Plain radiographs and a CT scan of the lumbar spine were obtained. Disc findings in the CT were graded as normal, protrusion, extrusion, or sequester.

A research assistant at the National Research and Development Centre for Welfare and Health performed randomization based on computer generated random blocks of variable size and placed the assignments in sealed opaque envelopes with running numbers. Every participating center had its own series of envelopes. Randomization took place after the baseline examination and questionnaires were completed. The treating physician phoned the central office, gave the identification data, and received the concealed treatment allocation.

A microdiscectomy by a spinal orthopedic surgeon was performed within 2 weeks of randomization in the surgical group.[13] The operation was carried out under general anesthesia in a genupectoral position with fluoroscopic control of the spinal level before draping. The patients were usually discharged from the hospital on the second or third postoperative day. Sick leave and analgesia were prescribed according to individual requirements. Surgical patients were advised to continue with isometric exercises while waiting for the operation and also after discharge from the hospital. At follow-up visits, this group received active physiotherapeutic instructions, including stretching, bending, and muscle strengthening exercises. Passive forms of treatment were not recommended.

The control group received similar physiotherapeutic instructions initially and continued with isometric exercises after randomization. At follow-up visits, as with the surgical group, activity was encouraged. Patients in the control group were informed of symptoms meriting operation, and they were advised to contact the treating physician if the symptoms should get worse.

Clinical follow-up took place at 6 weeks, 3 months, and 1 year.

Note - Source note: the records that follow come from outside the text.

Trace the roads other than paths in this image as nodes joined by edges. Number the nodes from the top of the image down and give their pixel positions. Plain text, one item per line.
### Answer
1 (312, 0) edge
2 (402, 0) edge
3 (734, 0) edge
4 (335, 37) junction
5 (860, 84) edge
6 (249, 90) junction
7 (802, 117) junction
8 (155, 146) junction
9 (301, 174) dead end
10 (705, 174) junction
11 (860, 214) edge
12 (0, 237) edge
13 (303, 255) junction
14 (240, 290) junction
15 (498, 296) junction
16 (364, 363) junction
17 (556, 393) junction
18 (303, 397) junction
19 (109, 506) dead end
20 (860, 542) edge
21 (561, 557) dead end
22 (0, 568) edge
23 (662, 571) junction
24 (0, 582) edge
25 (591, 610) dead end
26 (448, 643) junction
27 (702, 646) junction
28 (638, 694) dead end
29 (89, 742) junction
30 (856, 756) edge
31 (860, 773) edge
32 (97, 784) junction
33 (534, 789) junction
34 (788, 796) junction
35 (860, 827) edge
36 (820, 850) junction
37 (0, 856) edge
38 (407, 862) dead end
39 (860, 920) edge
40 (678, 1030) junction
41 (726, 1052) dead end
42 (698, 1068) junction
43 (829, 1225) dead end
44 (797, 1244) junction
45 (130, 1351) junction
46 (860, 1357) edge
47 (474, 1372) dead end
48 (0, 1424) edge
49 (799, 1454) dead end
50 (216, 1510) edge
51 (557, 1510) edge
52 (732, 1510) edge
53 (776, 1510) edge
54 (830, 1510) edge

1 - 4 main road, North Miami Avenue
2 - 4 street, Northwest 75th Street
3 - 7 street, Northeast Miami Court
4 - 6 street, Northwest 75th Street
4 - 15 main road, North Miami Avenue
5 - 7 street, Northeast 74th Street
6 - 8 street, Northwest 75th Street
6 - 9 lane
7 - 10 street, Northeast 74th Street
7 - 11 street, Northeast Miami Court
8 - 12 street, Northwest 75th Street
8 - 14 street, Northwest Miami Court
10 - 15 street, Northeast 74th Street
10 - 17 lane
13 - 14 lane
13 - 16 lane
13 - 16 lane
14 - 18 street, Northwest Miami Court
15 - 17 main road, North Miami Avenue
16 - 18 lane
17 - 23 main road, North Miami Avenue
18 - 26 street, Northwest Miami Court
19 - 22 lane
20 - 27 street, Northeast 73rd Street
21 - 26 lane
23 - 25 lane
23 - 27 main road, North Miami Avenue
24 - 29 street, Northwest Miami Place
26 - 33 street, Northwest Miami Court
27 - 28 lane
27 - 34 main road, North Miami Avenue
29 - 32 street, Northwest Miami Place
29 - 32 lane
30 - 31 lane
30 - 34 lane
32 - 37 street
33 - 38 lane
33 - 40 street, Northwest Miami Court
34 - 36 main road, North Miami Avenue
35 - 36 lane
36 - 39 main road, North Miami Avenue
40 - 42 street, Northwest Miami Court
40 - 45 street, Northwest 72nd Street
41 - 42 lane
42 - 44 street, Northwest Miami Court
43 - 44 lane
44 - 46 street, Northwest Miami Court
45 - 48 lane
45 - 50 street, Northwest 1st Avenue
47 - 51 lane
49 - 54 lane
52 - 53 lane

At 6 months and 2 years, the patients received a mailed questionnaire.

Outcome Measures

Leg pain intensity was the primary outcome measure. Secondary outcomes measured at every follow-up included back pain and work ability (100 mm visual analog scales [VAS]), a generic health-related quality of life measure 15D, and the Oswestry Low Back Disability Score.[14,15] Risk of depression was assessed at 6 weeks, 3 months, 1 year, and 2 years.[16] Satisfaction with treatment (100 mm VAS) was assessed at every follow-up. Global assessment of healing was recorded at 6 weeks, 3 months, and 1 year. Clinical examinations similar to the baseline examination took place at 6 weeks, 3 months, and 1 year.

Statistical Analysis

Power calculations to obtain a power of at least 0.80 at a significance level of 0.05 were done assuming a standard deviation of 20 mm for leg pain intensity (the primary outcome measure). Considering a clinically significant difference in pain intensity to be 10 or15 mm would necessitate a sample size of 80 to 56 patients, respectively.

Change in outcome measures from baseline during the entire follow-up was assessed with a general linear model for repeated measures (SPSS, version 12.0.1). The baseline measurement of the outcome variable was entered as a covariant into the model, which included group and time effects and their interaction. Efficacy variables were analyzed on an intention-to-treat basis. The last observation was carried forward for patients who did not complete the study or who had missing values at follow-up. Differences between the groups at different times of follow-up were checked for with the Mann-Whitney U test, χ2 test, or Fisher's exact test. Additional analyses included an on-treatment analysis according to the actual treatment and subgroup analyses based on gender, age, intensity of sciatica at baseline, and spinal level of disc herniation. Differences between subgroups were tested with one-way analysis of variance using the Bonferroni method for multiple comparisons.